Hey guys today dab retired and this is my write-up. Dab was a nice box ,A hard one but it had some funny stuff too , getting user was really annoying because it had a lot of rabbit holes. Root was much better. It’s a linux box and it’s ip is 10.10.10.86 so let’s jump right in.
As always we will start by running nmap
note : I added the ip to
/etc/hosts as dab.htb
nmap -sV -sT -sC dab.htb
We find ftp on port 21 , ssh on port 22 , http on port 80 and 8080 both of them are nginx.
Let’s take a look at the ftp server.
anonymous login succeeds , then by listing the files we only see one file
We will download it
get dab.jpg then we will take a look at that image.

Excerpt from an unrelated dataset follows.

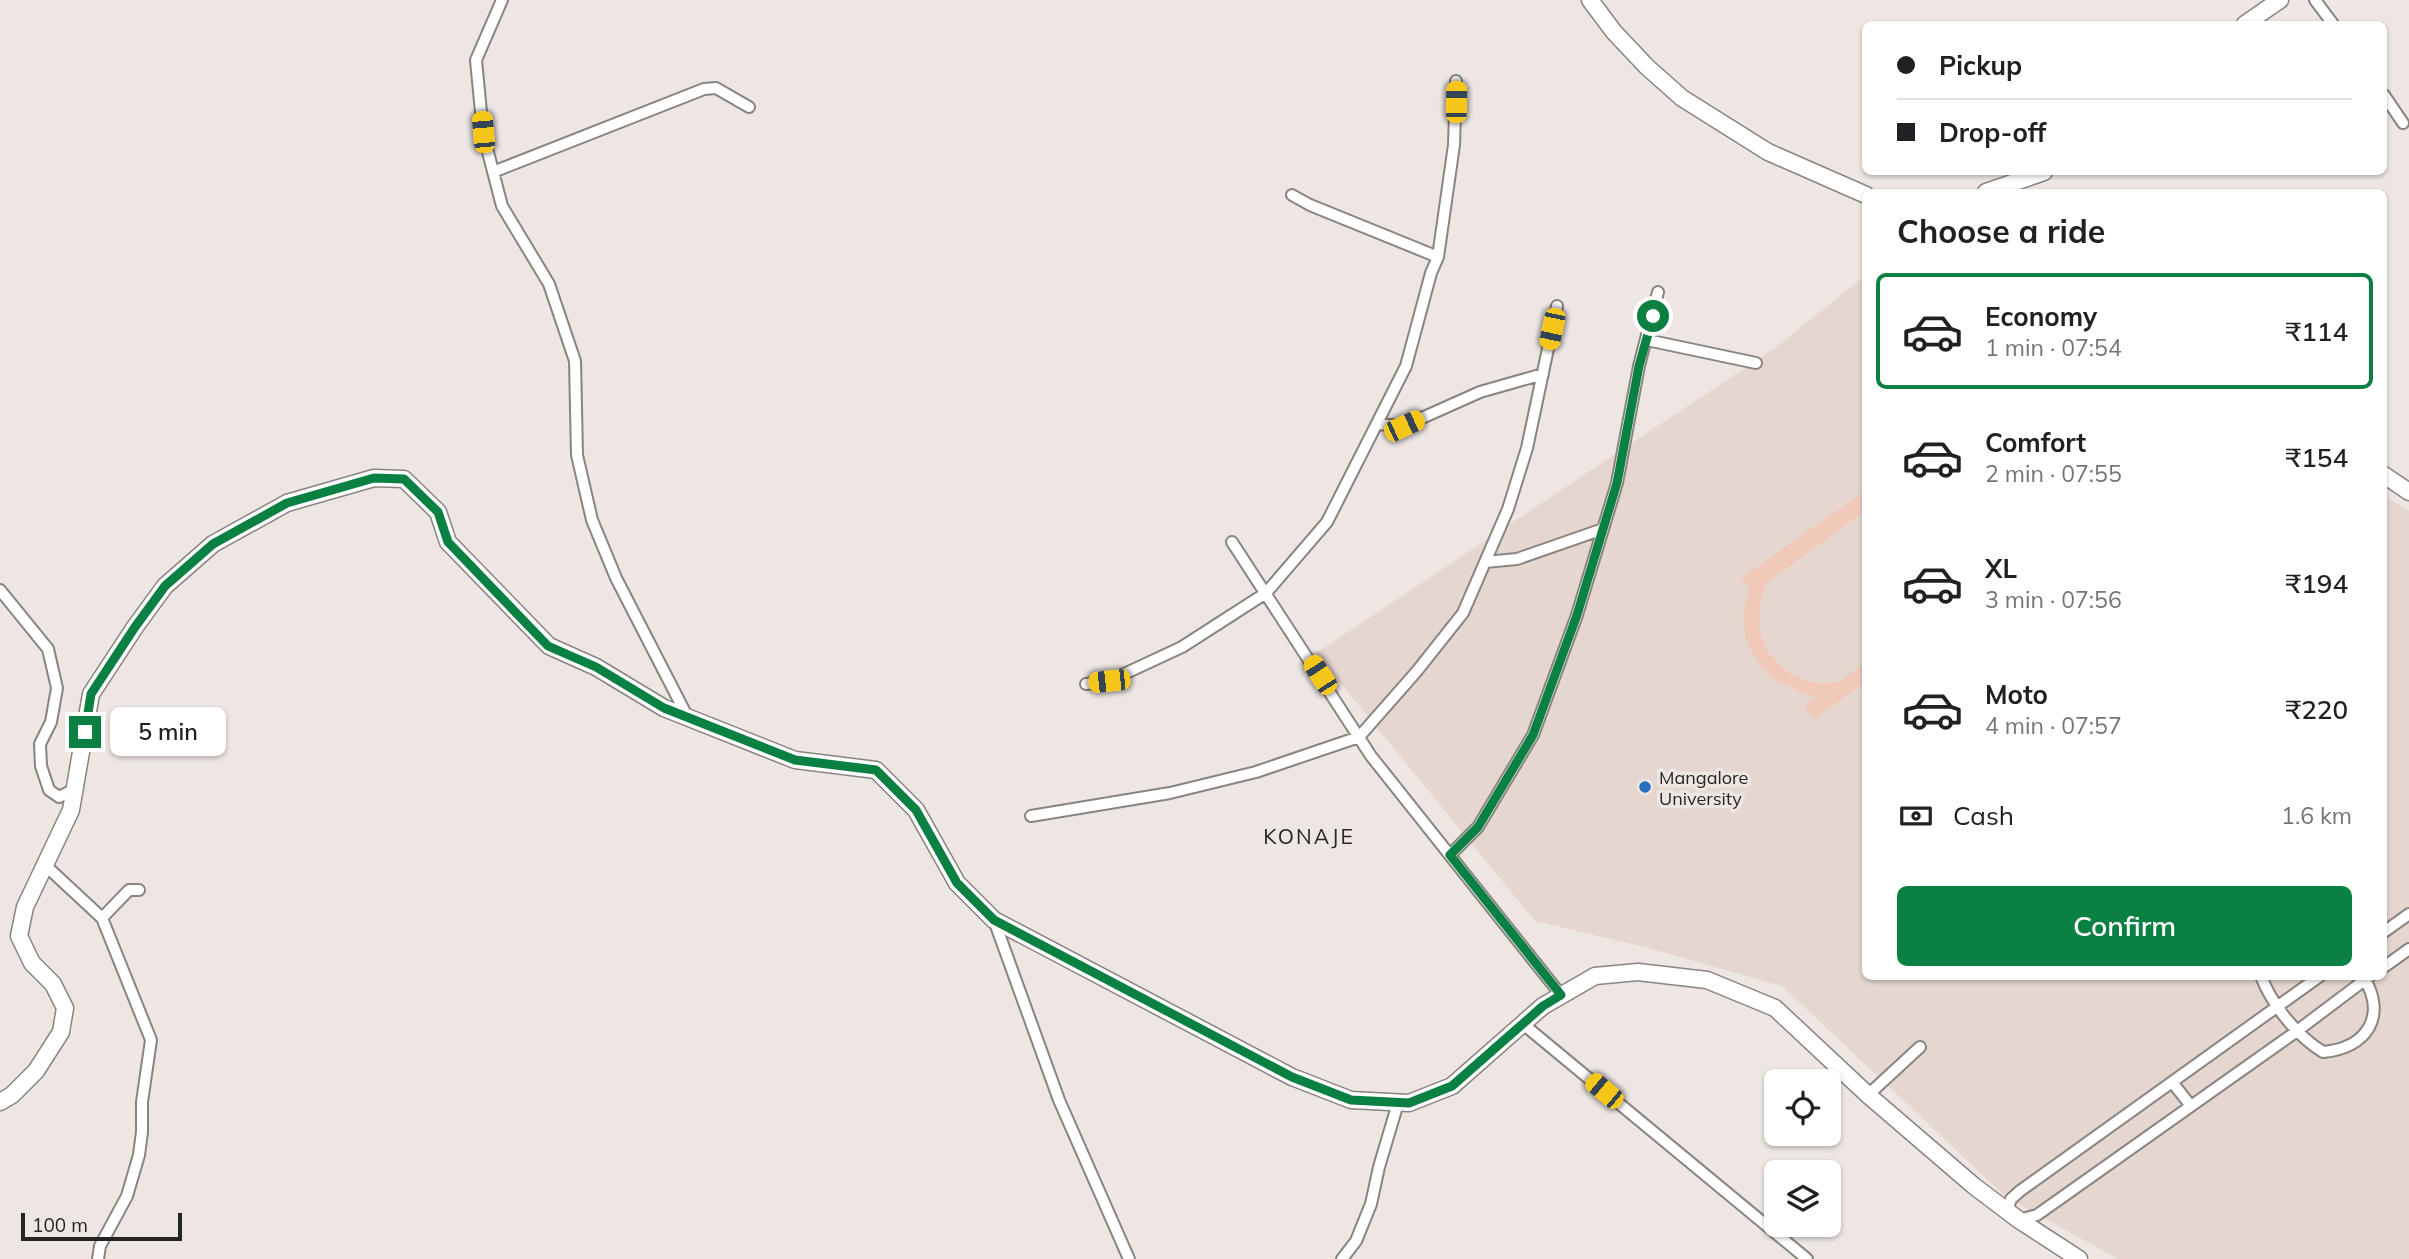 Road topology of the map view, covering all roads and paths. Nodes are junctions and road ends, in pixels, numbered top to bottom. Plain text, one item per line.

Nothing really special , maybe steganography ? Let’s try steghide
steghide info dab.jpg
And for password I left it blank and it was accepted !
Next step is to extract that txt file
steghide extract -sf dab.jpg
And , Nope…
So we just got trolled , next thing is to look at http
Check out my steganography list
On port 80 there’s a login page.
And port 8080 tells us :
Access denied: password authentication cookie not set
Bruteforcing sub directories with gobuster wasn’t helpful , port 80 had only
/login. Normal stuff
And port 8080 had nothing.
Let’s enumerate the first port and see what we can get.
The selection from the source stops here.